## Required action
Without changing anything, copy out each entry.

##############################

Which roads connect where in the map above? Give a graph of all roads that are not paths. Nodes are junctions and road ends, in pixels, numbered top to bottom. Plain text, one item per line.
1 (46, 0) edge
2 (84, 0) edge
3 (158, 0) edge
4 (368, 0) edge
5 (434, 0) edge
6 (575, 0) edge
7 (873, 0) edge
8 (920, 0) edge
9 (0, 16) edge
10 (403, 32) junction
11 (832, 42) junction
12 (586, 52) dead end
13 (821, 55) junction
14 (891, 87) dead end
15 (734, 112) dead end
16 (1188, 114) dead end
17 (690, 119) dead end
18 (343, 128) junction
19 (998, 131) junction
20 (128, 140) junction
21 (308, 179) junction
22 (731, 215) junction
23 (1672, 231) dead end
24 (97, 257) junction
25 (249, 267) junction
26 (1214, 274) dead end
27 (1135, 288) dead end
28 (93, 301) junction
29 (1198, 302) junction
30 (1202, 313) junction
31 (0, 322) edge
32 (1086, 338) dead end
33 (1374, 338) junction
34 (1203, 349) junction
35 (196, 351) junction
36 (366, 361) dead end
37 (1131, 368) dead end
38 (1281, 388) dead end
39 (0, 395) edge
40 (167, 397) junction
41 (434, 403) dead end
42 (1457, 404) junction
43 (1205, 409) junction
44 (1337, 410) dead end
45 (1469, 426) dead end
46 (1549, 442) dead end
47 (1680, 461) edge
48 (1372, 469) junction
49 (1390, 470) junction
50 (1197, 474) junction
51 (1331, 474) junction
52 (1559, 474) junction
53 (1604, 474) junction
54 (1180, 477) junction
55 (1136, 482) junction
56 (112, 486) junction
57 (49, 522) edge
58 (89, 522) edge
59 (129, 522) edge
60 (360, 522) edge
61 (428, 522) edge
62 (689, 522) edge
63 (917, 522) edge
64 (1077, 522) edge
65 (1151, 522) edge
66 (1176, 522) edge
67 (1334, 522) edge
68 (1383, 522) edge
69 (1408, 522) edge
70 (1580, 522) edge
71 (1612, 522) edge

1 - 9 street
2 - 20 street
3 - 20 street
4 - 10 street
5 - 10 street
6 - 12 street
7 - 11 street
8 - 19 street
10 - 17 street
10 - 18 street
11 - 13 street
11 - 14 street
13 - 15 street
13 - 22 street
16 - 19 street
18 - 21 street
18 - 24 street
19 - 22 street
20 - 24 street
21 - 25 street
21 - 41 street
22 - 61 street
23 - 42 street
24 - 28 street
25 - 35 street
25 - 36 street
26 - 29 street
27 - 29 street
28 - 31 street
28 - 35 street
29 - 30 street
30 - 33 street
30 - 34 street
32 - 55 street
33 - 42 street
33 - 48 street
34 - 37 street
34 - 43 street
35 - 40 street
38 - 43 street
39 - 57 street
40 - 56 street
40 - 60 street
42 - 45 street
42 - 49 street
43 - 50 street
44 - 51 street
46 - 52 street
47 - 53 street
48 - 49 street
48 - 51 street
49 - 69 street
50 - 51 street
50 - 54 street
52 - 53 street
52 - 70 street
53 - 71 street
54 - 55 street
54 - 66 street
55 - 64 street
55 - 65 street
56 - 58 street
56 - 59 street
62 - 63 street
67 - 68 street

##############################

## Result of the task
Which roads connect where in the map above? Give a graph of all roads that are not paths. Nodes are junctions and road ends, in pixels, numbered top to bottom. Plain text, one item per line.
1 (46, 0) edge
2 (84, 0) edge
3 (158, 0) edge
4 (368, 0) edge
5 (434, 0) edge
6 (575, 0) edge
7 (873, 0) edge
8 (920, 0) edge
9 (0, 16) edge
10 (403, 32) junction
11 (832, 42) junction
12 (586, 52) dead end
13 (821, 55) junction
14 (891, 87) dead end
15 (734, 112) dead end
16 (1188, 114) dead end
17 (690, 119) dead end
18 (343, 128) junction
19 (998, 131) junction
20 (128, 140) junction
21 (308, 179) junction
22 (731, 215) junction
23 (1672, 231) dead end
24 (97, 257) junction
25 (249, 267) junction
26 (1214, 274) dead end
27 (1135, 288) dead end
28 (93, 301) junction
29 (1198, 302) junction
30 (1202, 313) junction
31 (0, 322) edge
32 (1086, 338) dead end
33 (1374, 338) junction
34 (1203, 349) junction
35 (196, 351) junction
36 (366, 361) dead end
37 (1131, 368) dead end
38 (1281, 388) dead end
39 (0, 395) edge
40 (167, 397) junction
41 (434, 403) dead end
42 (1457, 404) junction
43 (1205, 409) junction
44 (1337, 410) dead end
45 (1469, 426) dead end
46 (1549, 442) dead end
47 (1680, 461) edge
48 (1372, 469) junction
49 (1390, 470) junction
50 (1197, 474) junction
51 (1331, 474) junction
52 (1559, 474) junction
53 (1604, 474) junction
54 (1180, 477) junction
55 (1136, 482) junction
56 (112, 486) junction
57 (49, 522) edge
58 (89, 522) edge
59 (129, 522) edge
60 (360, 522) edge
61 (428, 522) edge
62 (689, 522) edge
63 (917, 522) edge
64 (1077, 522) edge
65 (1151, 522) edge
66 (1176, 522) edge
67 (1334, 522) edge
68 (1383, 522) edge
69 (1408, 522) edge
70 (1580, 522) edge
71 (1612, 522) edge

1 - 9 street
2 - 20 street
3 - 20 street
4 - 10 street
5 - 10 street
6 - 12 street
7 - 11 street
8 - 19 street
10 - 17 street
10 - 18 street
11 - 13 street
11 - 14 street
13 - 15 street
13 - 22 street
16 - 19 street
18 - 21 street
18 - 24 street
19 - 22 street
20 - 24 street
21 - 25 street
21 - 41 street
22 - 61 street
23 - 42 street
24 - 28 street
25 - 35 street
25 - 36 street
26 - 29 street
27 - 29 street
28 - 31 street
28 - 35 street
29 - 30 street
30 - 33 street
30 - 34 street
32 - 55 street
33 - 42 street
33 - 48 street
34 - 37 street
34 - 43 street
35 - 40 street
38 - 43 street
39 - 57 street
40 - 56 street
40 - 60 street
42 - 45 street
42 - 49 street
43 - 50 street
44 - 51 street
46 - 52 street
47 - 53 street
48 - 49 street
48 - 51 street
49 - 69 street
50 - 51 street
50 - 54 street
52 - 53 street
52 - 70 street
53 - 71 street
54 - 55 street
54 - 66 street
55 - 64 street
55 - 65 street
56 - 58 street
56 - 59 street
62 - 63 street
67 - 68 street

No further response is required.